[SOLVED] How to read content of .gz file without extracting it anywhere, not even STDOUT!

pawan613 · 09-08-2011, 01:54 AM

Hello there!
I work on plain text log files which are approximately 4-5GB in size and I need to chop few lines (say 30000) among these file, as per my requirement. Now to save space, I compress these files in .gz, which take hardly take 300MB for same 4-5GB file and saves great amount of space.
So, it will be good if I could read such .gz files directly, without extracting it anywhere.
I have tried zcat, zless, zmore: but these shells, uncompresses the file to /dev/null. I don't want even this extraction.
So can anyone tell me, is it possible?
Any help, is highly appreciated.

unSpawn · 09-08-2011, 02:39 AM

Quote:

Originally Posted by pawan613

(..)I need to chop few lines (..) if I could read such .gz files directly, without extracting it anywhere. I have tried zcat, zless, zmore: but these shells, uncompresses the file to /dev/null. I don't want even this extraction.

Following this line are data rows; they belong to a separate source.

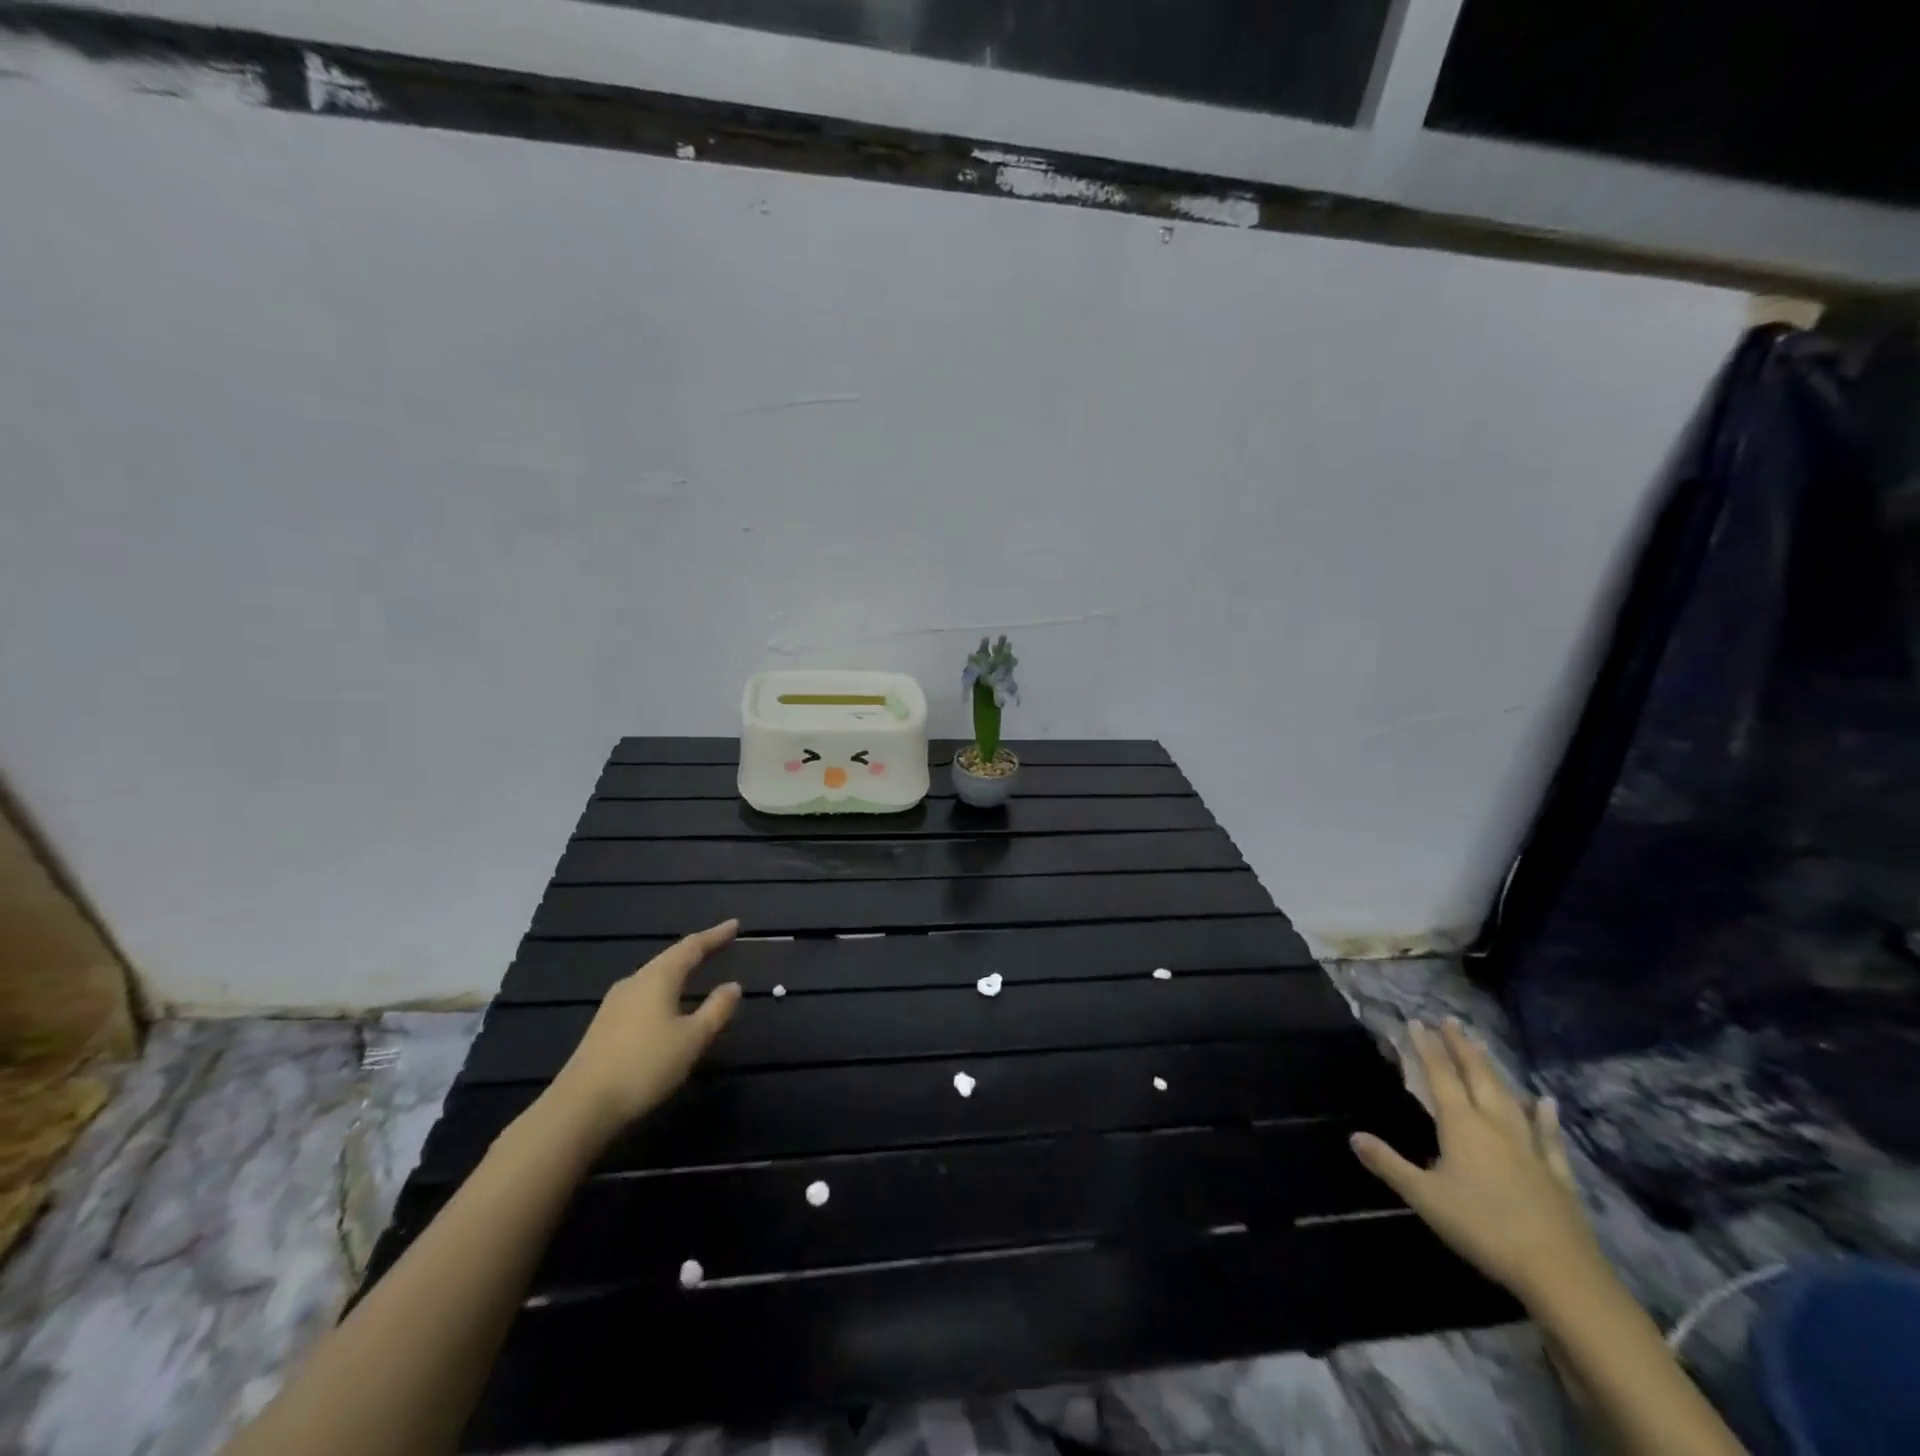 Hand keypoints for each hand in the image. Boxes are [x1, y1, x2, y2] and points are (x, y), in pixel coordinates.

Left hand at [544, 919, 742, 1140]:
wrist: (580, 1106)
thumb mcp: (693, 1039)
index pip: (692, 947)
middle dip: (696, 950)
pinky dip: (663, 990)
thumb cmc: (645, 1065)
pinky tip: (666, 1004)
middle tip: (719, 944)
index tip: (734, 925)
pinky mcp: (604, 1025)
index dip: (715, 936)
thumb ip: (716, 1010)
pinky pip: (642, 994)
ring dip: (678, 970)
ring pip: (654, 976)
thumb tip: (733, 986)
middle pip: (670, 958)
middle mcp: (635, 982)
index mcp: (658, 978)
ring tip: (695, 970)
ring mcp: (615, 1003)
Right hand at [1351, 1019, 1606, 1305]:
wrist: (1559, 1272)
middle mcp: (1495, 1125)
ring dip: (1493, 1070)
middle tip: (1451, 1021)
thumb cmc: (1482, 1227)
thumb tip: (1354, 1137)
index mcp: (1461, 1126)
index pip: (1440, 1076)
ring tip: (1484, 1046)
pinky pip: (1548, 1136)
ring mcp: (1529, 1148)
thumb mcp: (1424, 1197)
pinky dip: (1545, 1117)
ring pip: (1508, 1097)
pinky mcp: (1556, 1174)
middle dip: (1460, 1047)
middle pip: (1476, 1076)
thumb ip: (1389, 1164)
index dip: (1427, 1048)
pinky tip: (1546, 1102)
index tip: (1417, 1022)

More items than you think are "compressed" (kernel, music, ebooks, OOo documents, etc) and all of those need to be decompressed to work or to work on the stream and you wouldn't mind using those, right? Decompressing to /dev/null doesn't create temporary files like you would with "in place" editing so I don't understand why you're bothered with it. Do explain.

pawan613 · 09-08-2011, 03:12 AM

Well, thanks for quick reply.
What you said is indeed true.
Here, with zless command on some .gz file will follow exec gzip -d -c "$1 2>/dev/null, that means output is written at /dev/null.
What I want is to use the compressed file directly.
say, if I write like head -n 40000 file.gz | tail -n 20000, then it shows some weird output, which one cannot read.
Well, maybe I'm asking for something which is practically not possible.
Thanks.

sunnydrake · 09-08-2011, 04:11 AM

you could try to split large gz files to volumes lets say 100mb and uncompress only them ... im not sure this will work but if each volume will have own vocabulary you may have readable text.

pawan613 · 09-08-2011, 05:08 AM

@sunnydrake
Hi there.
Well, to find the small chunk what I was looking for, first I have to search through entire archive then one can split wherever required.
So, at the end same question.

By any means, I don't want to uncompress my archives.
Thanks.

unSpawn · 09-08-2011, 06:48 AM

Quote:

Originally Posted by pawan613

say, if I write like head -n 40000 file.gz | tail -n 20000, then it shows some weird output, which one cannot read.

Something like 'zcat file.gz|sed -n '40000,20000p' should print starting at line 40000 and then the next 20000 lines.

pawan613 · 09-08-2011, 07:14 AM

Yeah, I wrote it in my post itself that zcat works.
But it extracts the file first.
Thanks!

sunnydrake · 09-08-2011, 07:43 PM

smaller archives takes less memory and disk space to process. so you will have smaller system load vs large file search.
you search procedure will be like for file in files zcat file exit if found etc.
BASIC archive idea is to minimize file space by finding repeating patterns and reuse them like lets char '7' be '123456' that occurs in file (and '7' not) so without uncompressing data will be crypted.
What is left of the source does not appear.